Step 3: Begin Cutout for Choke Lever

The rounded part of my choke lever is 5/8” in diameter. A spade bit would work as well as a twist drill and is easier to acquire. I drilled at an angle to compensate for the angle of the choke shaft.

Step 4: Fit the Hole to the Choke Lever

I made a good guess to locate the tail of the choke lever and drilled a 1/4” hole. I used a handheld drill to chew out the basic shape of the choke lever. Some filing with a rasp was needed.

Step 5: Locate the Nail and Pre-drill

I marked the location for the nail as best I could. Notice how well the opening in the wood fits over the choke lever. As mentioned before, I guessed wrong on the nail position twice before I got it right. I drilled a hole slightly smaller than the nail so I could drive the nail without splitting the wood. (The attachment should hold the choke fully open, even after the throttle has been applied, but without stressing the choke lever.)

See the text box in the third photo for where the nail fits to keep the choke engaged.

If you wish, you can cut away excess from the piece of wood to make the attachment more pleasing to the eye, but that will not improve its function.

Step 6: Starting Procedure

The photo shows the attachment in place after a little trimming to remove excess wood. Notice the primer bulb below the wood on the back end of the carburetor.

I have never seen this engine flood. When it does not start, the reason has always been due to a lean condition. To start, I press the primer bulb three times rather than ten. (You may need to press the primer bulb a few times first to bring gasoline up to the bulb.) I set the choke and place my attachment on the choke lever. I hold the throttle fully open and pull the starter rope. The engine usually starts after three or four pulls. Let the engine warm a few seconds. Remove the attachment that locked the choke on. The engine should idle very well, but will idle even better as it warms.

The factory starting procedure says to press the priming bulb ten times even when restarting a hot engine. I simply pull the starter cord once with no choke, no throttle, and no presses of the primer bulb. The engine starts immediately.

If the engine has been stopped up to ninety minutes or more, do not prime. Just set the choke with my attachment, hold the throttle open, and pull the cord until the engine starts. It usually starts within three pulls of the cord.

A frequent complaint on these engines is difficulty starting them. People wish they had bought a more expensive make, but reviews on those models indicate the same difficulties with starting. (They probably have the same carburetor.) My attachment gives me more control over engine settings at starting and has made starting easier for me. Experience also develops some intuition about what to try when the engine does not start as expected.

NOTE: When I open the cover for the air filter, I see two screws that mount the carburetor. I have run a total of six tanks of fuel through this weed trimmer, but already one of the screw was nearly a half of a turn loose. When screws loosen, gaskets leak and the gas to air mixture changes enough that it is difficult to start the engine. Periodically tighten the carbuaretor mounting screws.

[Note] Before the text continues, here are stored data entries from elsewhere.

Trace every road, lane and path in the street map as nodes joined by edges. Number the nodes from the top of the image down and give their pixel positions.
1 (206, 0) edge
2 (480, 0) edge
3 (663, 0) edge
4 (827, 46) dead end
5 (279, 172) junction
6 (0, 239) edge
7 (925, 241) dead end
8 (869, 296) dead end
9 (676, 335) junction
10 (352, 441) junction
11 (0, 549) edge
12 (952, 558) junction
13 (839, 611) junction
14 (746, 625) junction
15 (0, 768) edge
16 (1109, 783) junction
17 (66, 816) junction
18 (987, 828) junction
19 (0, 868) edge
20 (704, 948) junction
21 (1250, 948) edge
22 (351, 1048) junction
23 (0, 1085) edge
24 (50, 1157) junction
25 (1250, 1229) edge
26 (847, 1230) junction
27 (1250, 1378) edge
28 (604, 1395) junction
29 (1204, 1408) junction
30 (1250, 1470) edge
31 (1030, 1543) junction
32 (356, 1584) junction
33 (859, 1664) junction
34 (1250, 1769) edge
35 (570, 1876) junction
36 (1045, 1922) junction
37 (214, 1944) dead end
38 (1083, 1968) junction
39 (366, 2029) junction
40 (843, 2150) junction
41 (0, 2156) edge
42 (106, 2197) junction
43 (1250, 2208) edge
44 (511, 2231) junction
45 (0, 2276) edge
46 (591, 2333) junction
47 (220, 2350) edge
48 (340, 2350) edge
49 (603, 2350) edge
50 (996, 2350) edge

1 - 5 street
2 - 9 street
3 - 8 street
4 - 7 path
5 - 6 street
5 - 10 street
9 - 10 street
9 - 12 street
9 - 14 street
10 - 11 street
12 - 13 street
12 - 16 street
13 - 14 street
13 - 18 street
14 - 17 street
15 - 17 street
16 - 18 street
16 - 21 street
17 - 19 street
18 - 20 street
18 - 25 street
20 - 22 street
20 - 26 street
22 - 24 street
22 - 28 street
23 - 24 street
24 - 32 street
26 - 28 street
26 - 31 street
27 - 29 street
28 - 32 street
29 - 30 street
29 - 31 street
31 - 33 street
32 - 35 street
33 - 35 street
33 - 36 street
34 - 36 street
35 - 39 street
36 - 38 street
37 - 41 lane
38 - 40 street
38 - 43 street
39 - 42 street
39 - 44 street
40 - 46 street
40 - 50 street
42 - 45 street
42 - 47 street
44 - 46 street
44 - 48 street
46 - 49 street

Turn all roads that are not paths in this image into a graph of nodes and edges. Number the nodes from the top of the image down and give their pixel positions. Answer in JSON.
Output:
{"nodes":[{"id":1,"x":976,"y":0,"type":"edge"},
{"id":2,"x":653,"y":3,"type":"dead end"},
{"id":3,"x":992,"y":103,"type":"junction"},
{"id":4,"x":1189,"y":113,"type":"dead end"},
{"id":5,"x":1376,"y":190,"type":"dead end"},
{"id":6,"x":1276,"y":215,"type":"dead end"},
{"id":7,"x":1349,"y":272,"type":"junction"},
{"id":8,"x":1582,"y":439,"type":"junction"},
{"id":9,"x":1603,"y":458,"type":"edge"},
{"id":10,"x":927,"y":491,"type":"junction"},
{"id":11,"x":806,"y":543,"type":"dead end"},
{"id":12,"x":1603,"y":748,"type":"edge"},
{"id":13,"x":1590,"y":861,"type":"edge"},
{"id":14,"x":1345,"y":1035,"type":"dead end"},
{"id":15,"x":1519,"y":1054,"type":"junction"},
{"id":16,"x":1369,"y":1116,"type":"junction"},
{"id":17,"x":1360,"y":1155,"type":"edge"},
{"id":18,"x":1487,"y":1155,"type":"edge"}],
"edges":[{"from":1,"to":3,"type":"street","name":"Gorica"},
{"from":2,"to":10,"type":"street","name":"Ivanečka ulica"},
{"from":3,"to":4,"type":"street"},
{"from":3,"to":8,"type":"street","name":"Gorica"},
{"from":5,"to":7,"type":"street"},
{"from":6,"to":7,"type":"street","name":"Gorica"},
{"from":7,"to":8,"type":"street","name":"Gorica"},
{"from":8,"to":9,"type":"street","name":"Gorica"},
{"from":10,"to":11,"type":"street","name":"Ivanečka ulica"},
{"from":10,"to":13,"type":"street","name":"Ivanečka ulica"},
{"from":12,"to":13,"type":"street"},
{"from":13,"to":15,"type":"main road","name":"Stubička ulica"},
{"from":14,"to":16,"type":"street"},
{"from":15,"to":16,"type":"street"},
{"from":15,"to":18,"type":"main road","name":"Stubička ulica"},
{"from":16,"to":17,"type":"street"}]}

Also check the screws that hold the crankcase and the cylinder together. And, the Jump Start opening for the power starter on the back of the machine is secured by two screws that also seal the crankcase. Even if you do not use the power starter option, the screws that mount the drive for the power start can loosen and cause an air leak into the crankcase. See the text box on the photo. A good clue to the presence of leaking air is the number of pulls before the engine starts. If three pulls becomes five before the engine starts, begin checking for loosened screws. Even a quarter of a turn loosened can be a problem.